* [Problem to solve] Somewhere below is a line with "index dip: (652, 660)" and, later, a line with "middle mcp: (1215, 818)"; repeat those two lines and all the lines between them, exactly as they are.

Pixel coordinate listings:
· · ·

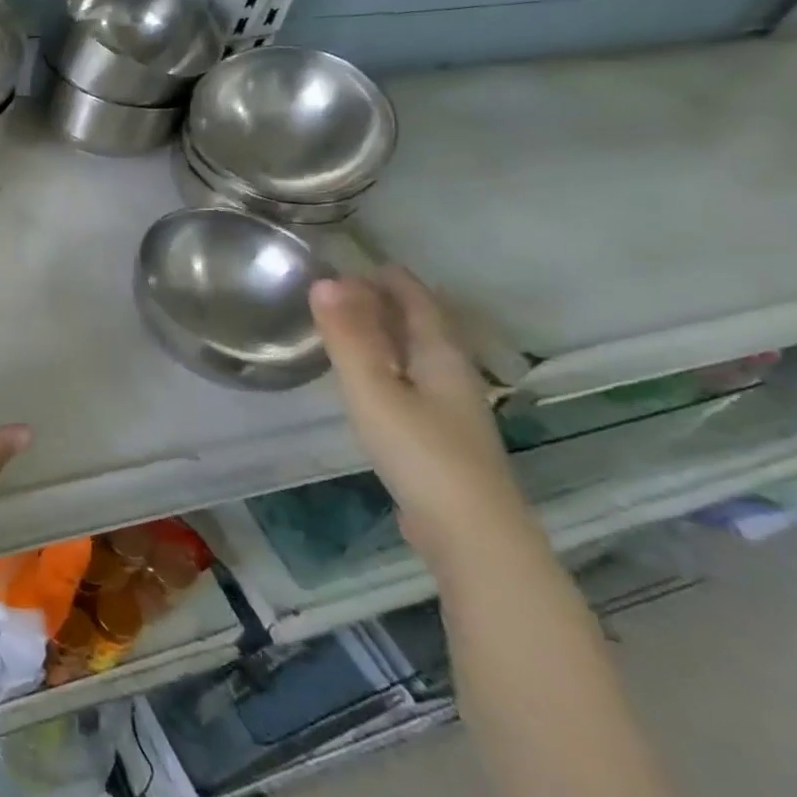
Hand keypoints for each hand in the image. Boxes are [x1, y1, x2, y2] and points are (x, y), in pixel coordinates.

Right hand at [310, 268, 529, 562]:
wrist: (470, 535)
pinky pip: (411, 383)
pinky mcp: (441, 440)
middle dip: (391, 304)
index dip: (393, 281)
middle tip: (350, 288)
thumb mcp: (373, 389)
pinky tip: (372, 382)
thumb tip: (326, 280)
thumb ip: (348, 337)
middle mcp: (453, 377)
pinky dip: (389, 366)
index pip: (419, 304)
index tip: (362, 261)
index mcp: (442, 358)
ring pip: (418, 357)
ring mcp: (451, 411)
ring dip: (389, 335)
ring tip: (354, 327)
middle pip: (424, 328)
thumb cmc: (420, 452)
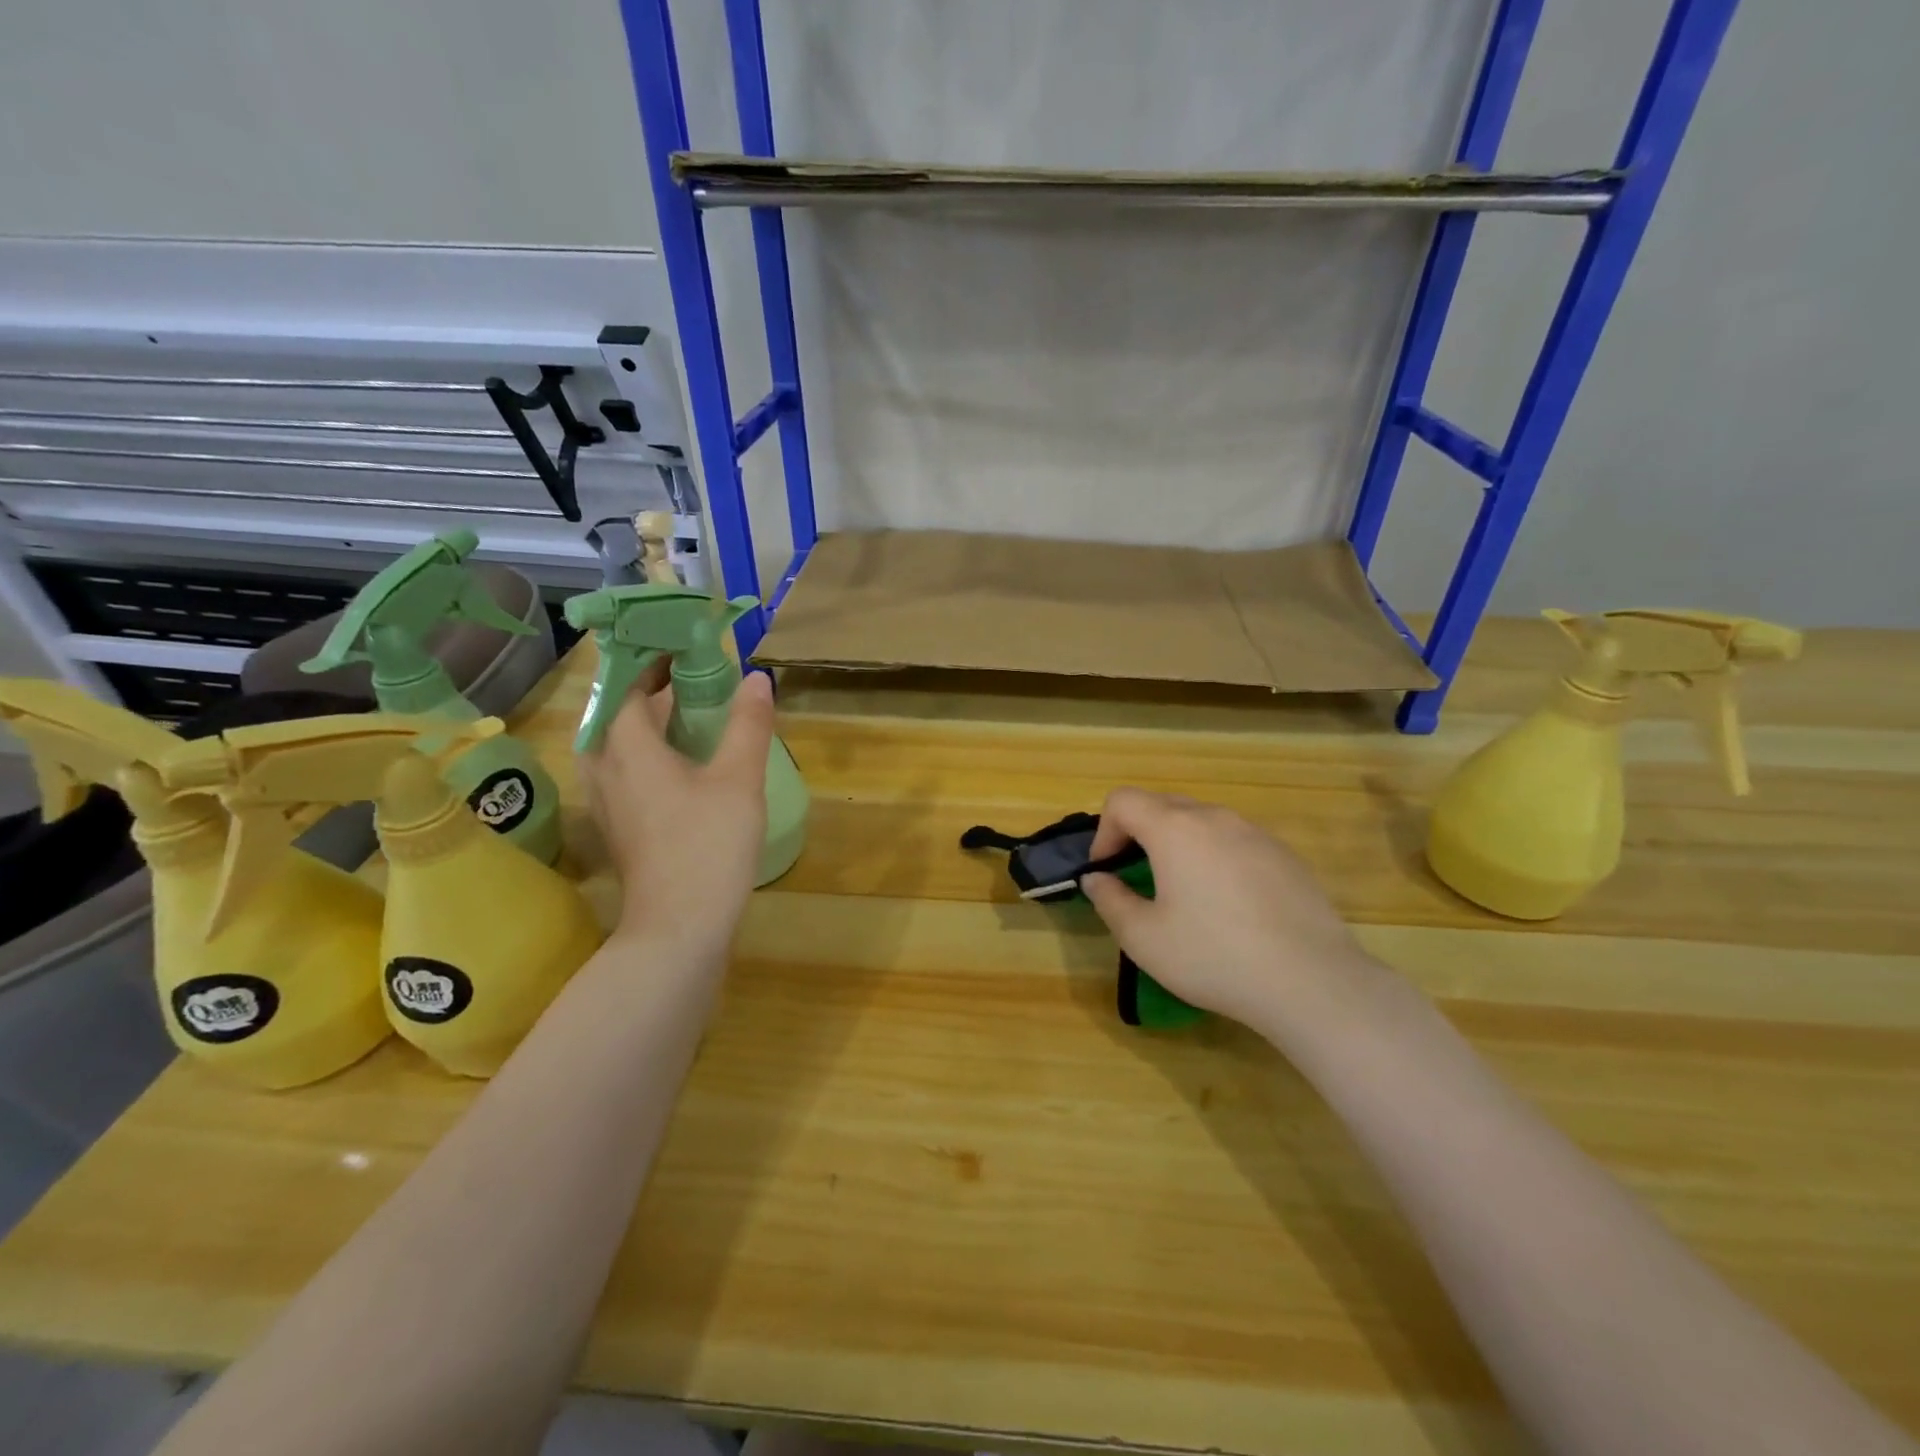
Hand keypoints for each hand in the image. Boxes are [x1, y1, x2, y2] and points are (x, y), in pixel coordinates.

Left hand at [578, 669, 775, 968]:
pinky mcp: (619, 826)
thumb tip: (757, 678)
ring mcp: (607, 801)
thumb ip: (747, 725)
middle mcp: (605, 768)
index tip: (683, 644)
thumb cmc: (708, 845)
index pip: (628, 686)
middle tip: (692, 677)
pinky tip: (679, 764)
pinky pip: (622, 770)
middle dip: (649, 689)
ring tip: (685, 715)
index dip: (652, 660)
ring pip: (616, 744)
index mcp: (628, 747)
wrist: (679, 926)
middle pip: (616, 713)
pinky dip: (646, 752)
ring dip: (645, 722)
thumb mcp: (739, 779)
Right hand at [1081, 788, 1380, 1032]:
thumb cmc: (1213, 956)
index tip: (1106, 871)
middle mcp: (1215, 818)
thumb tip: (1097, 879)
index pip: (1123, 801)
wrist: (1310, 980)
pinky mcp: (1285, 855)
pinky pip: (1236, 842)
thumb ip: (1109, 900)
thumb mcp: (1143, 938)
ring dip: (1179, 845)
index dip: (1104, 832)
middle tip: (1136, 878)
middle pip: (1162, 805)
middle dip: (1138, 834)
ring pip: (1202, 822)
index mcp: (1174, 829)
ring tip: (1183, 893)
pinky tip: (1230, 906)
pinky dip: (1216, 858)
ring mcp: (1256, 833)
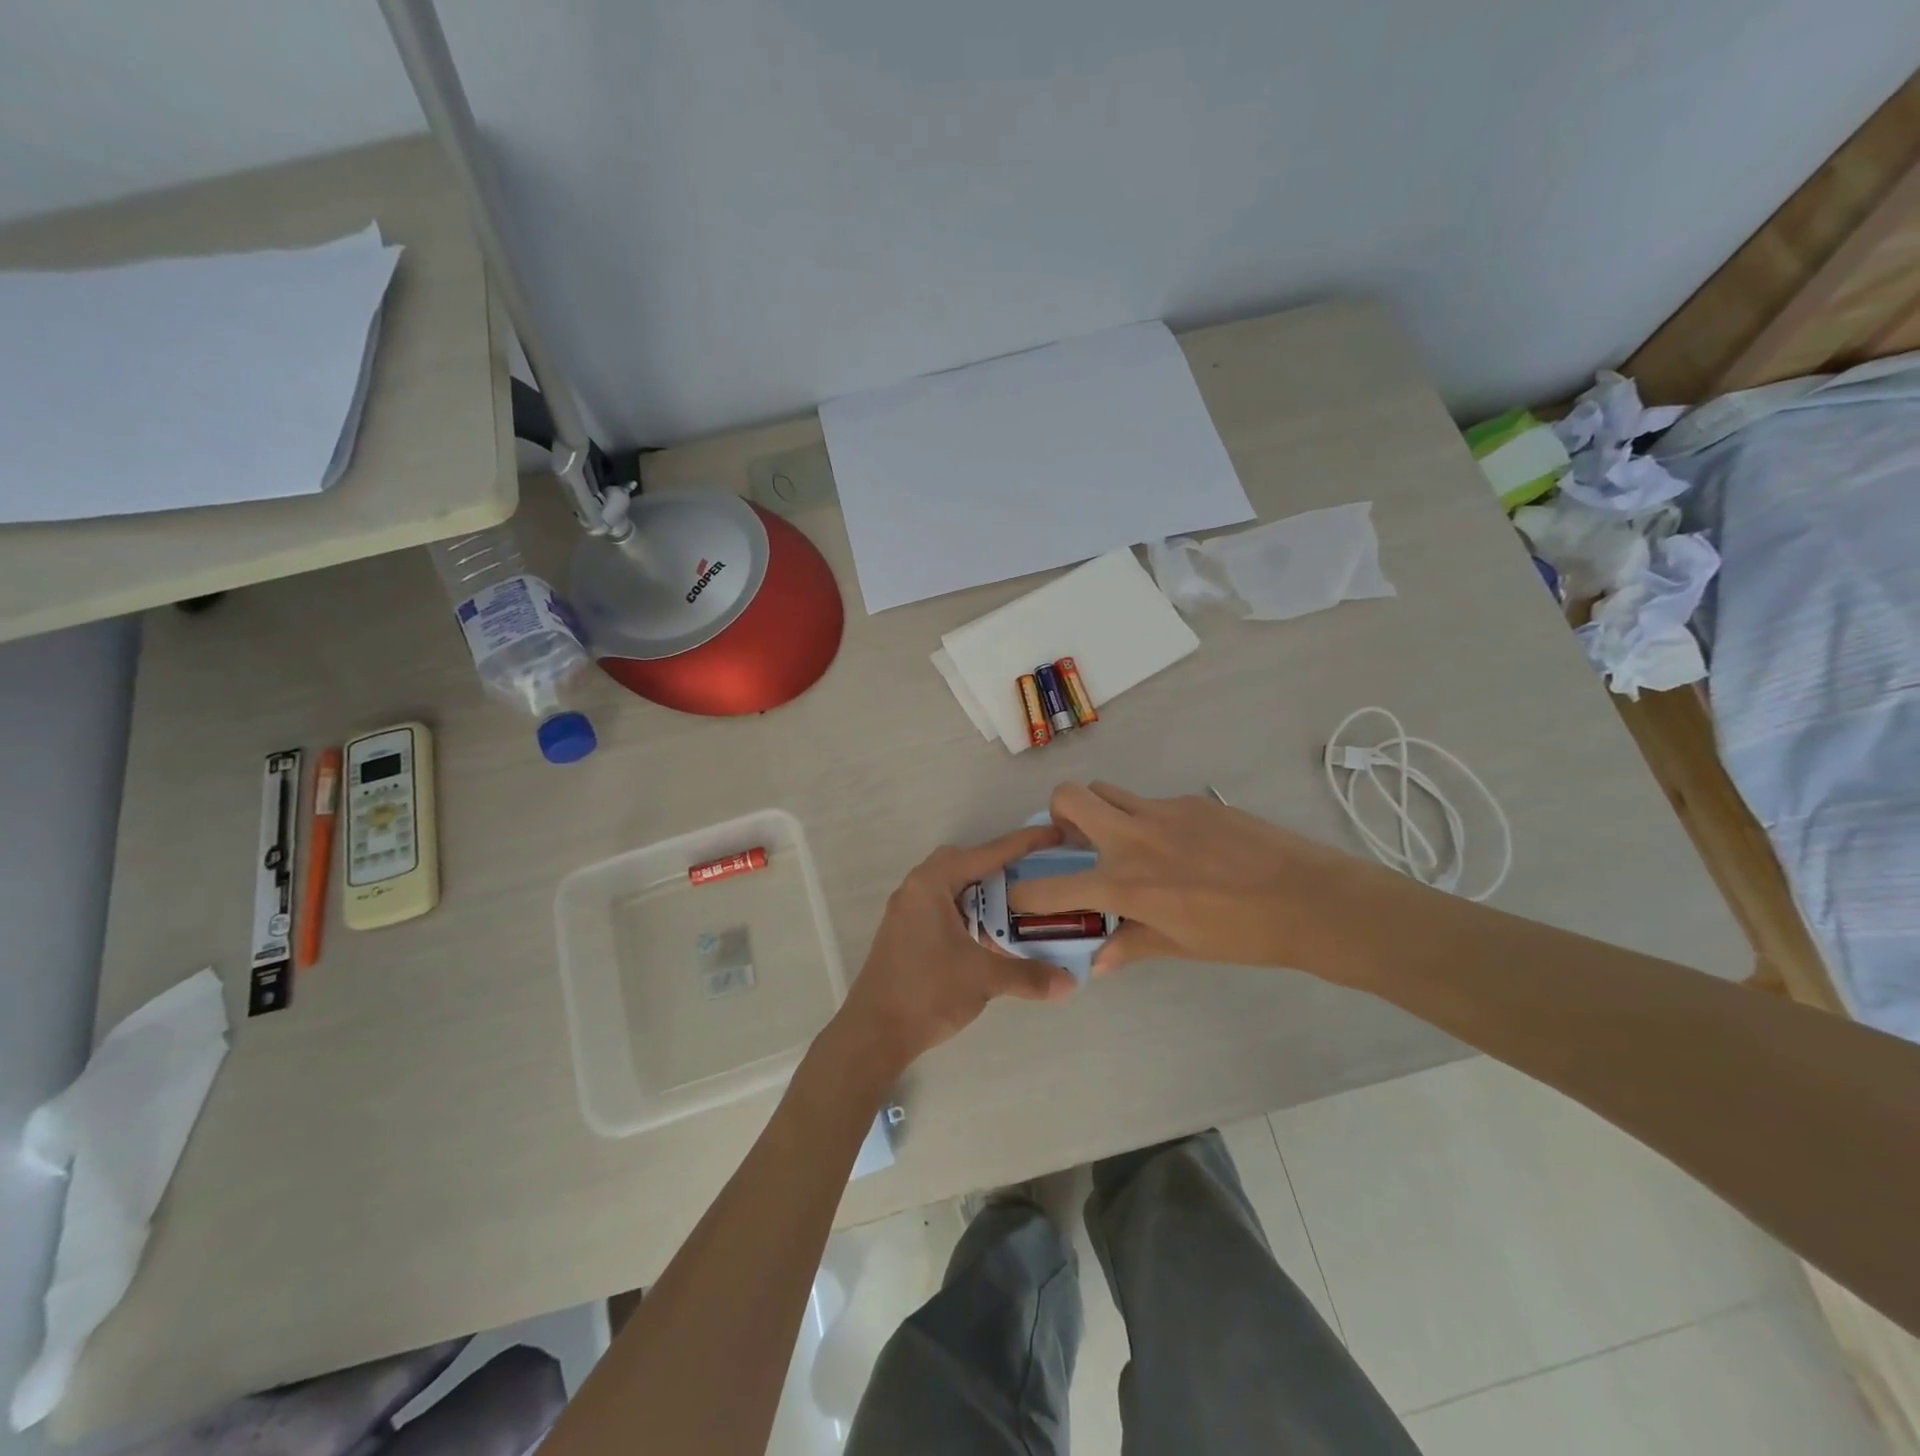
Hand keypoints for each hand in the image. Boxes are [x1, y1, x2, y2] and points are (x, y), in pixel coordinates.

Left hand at [828, 824, 1078, 1084]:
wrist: (874, 1032)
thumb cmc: (927, 992)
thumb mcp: (983, 979)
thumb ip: (1029, 975)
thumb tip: (1070, 983)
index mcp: (932, 884)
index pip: (986, 854)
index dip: (1024, 844)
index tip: (1055, 834)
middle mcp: (916, 888)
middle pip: (965, 863)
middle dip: (999, 864)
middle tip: (1032, 873)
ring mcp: (907, 911)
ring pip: (952, 885)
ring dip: (982, 890)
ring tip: (1016, 901)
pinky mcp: (905, 932)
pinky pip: (942, 906)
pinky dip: (968, 910)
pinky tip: (988, 931)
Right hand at [1007, 782, 1379, 977]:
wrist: (1310, 899)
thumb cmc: (1242, 934)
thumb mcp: (1182, 946)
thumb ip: (1132, 944)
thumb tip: (1099, 959)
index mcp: (1126, 883)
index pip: (1053, 886)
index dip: (1025, 895)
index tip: (1018, 897)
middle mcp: (1134, 837)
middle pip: (1068, 796)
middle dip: (1058, 815)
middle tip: (1076, 841)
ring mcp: (1163, 811)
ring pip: (1108, 790)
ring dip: (1100, 810)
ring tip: (1124, 840)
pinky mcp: (1192, 801)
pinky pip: (1151, 801)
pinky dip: (1147, 819)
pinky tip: (1180, 846)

· · ·

* [Answer space]
index dip: (652, 660)
ring pip: (616, 744)
index mcp: (628, 747)
wrist: (679, 926)
middle pip: (616, 713)
pinky dip: (646, 752)
ring dip: (645, 722)
thumb mcp: (739, 779)
Right hand at [1081, 788, 1380, 1032]:
thumb cmc: (1213, 956)
index tip: (1106, 871)
middle mcp: (1215, 818)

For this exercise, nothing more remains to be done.